I may be at a loss for words, but I'm definitely not at a loss for cake. I've made a few interesting ones over the past few weeks...
First up is a Cake Thursday cake from the 7th.

Edna Lewis's Busy Day Cake (via Orangette) + Blueberry Sauce.

I sent this invitation out to my co-workers:
Today’s cake is the Busy-Day Cake. It’s rather simple, not too sweet, and fragrant with nutmeg. The recipe comes by way of Edna Lewis and her wonderful cookbook, The Taste of Country Cooking. In it, she notes:
Busy-day cake was never iced, it was always cut into squares and served warm, often with fresh fruit or berries left over from canning. The delicious flavor of fresh-cooked fruit with the plain cake was just to our taste and it was also refreshing with newly churned, chilled buttermilk or cold morning’s milk.
If I could give you that experience, I would in a heartbeat. Sadly, the only part I can replicate is that the cake is not iced. So, in my best attempt at improvising with what I’ve got, it will be cut into wedges, not squares, served at room temperature, not warm (there’s always the microwave), and topped with a blueberry sauce made from (really good) frozen berries.
Despite my passion for DIY, I do not can my own fruit, churn buttermilk or milk cows at dawn. Yet.

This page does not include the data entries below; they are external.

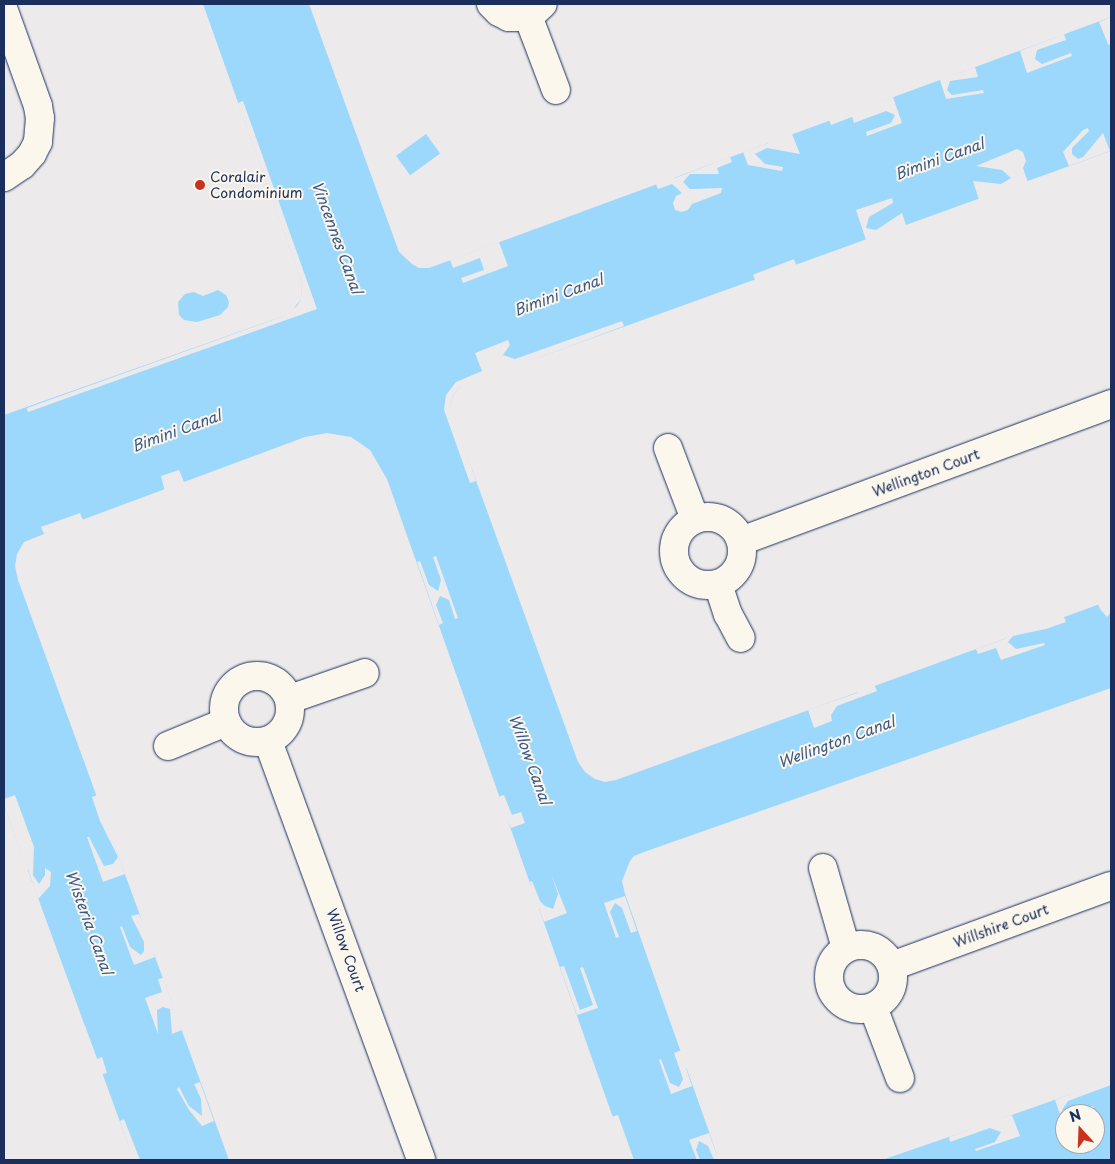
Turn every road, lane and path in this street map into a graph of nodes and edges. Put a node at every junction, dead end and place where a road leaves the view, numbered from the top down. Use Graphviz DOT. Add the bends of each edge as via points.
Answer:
graph roads {
  1 [pos="491,4"];
  2 [pos="535,10"];
  3 [pos="4,11"];
  4 [pos="556,90"];
  5 [pos="4,178"];
  6 [pos="1111,404"];
  7 [pos="668,448"];
  8 [pos="695,519"];
  9 [pos="741,541"];
  10 [pos="718,584"];
  11 [pos="741,638"];
  12 [pos="365,673"];
  13 [pos="290,699"];
  14 [pos="226,722"];
  15 [pos="268,741"];
  16 [pos="168,746"];
  17 [pos="823,868"];
  18 [pos="1111,886"];
  19 [pos="846,948"];
  20 [pos="892,966"];
  21 [pos="873,1006"];
  22 [pos="900,1078"];
  23 [pos="422,1160"];
  1 -- 2 [label="street" via="509,17"];
  2 -- 4 [label="street"];
  3 -- 5 [label="street" via="38,106 40,131 32,154"];
  6 -- 9 [label="street, Wellington Court"];
  7 -- 8 [label="street"];
  8 -- 9 [label="street" via="719,518 730,524"];
  8 -- 10 [label="street" via="677,535 673,546 675,562 678,570 697,584"];
  9 -- 10 [label="street" via="742,556 738,568 731,577"];
  10 -- 11 [label="street" via="728,614"];
  12 -- 13 [label="street"];
  13 -- 14 [label="street" via="276,681 257,675 246,677 237,682 225,698"];
  13 -- 15 [label="street" via="291,710 284,728"];
  14 -- 15 [label="street" via="239,738 248,742"];
  14 -- 16 [label="street"];
  15 -- 23 [label="street, Willow Court"];
  17 -- 19 [label="street"];
  18 -- 20 [label="street, Willshire Court"];
  19 -- 20 [label="street" via="867,945 886,956"];
  19 -- 21 [label="street" via="830,966 830,988 844,1005 855,1009"];
  20 -- 21 [label="street" via="892,988 886,998"];
  21 -- 22 [label="street"];
}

Both the invitation and the cake were a rousing success.
***
Second, I made Mini-Cheesecakes from Nick Malgieri's recipe in The Modern Baker...

for a dinner on the 16th. FYI, it looks a little...airy...due to the fact that this one was made with Splenda to accommodate a diabetic dinner guest.
***
The last cake was one I baked last Friday in order to try out a recent acquisition—a Wilton Sports Ball Pan. Now, I'm pretty confident that I will never use it to make a sports ball, but a sphere shaped cake? Endless possibilities.
That said, I chose this recipe for Double Chocolate Cake that I've wanted to try for ages. After all this time, all these cakes, I simply should have known from one read-through that there was no way that recipe would work in that pan. I should have known, oh me of little attention paid, that the cake would collapse into clumps of moist, chocolate failu...
Not quite so fast! A little time in a bowl in the fridge, spackle-thick frosting, and train miniatures I just happen to have laying around and you get:

Ladies and Gentlemen, I give you the Deer Mountain Cake.
It may look a little funny, but it tasted spectacular.
2 comments:
glad to hear Cake Thursday is drawing them it! i love the deer mountain cake--and the frosting looks divine!
I can not recommend that frosting recipe enough...it's amazing!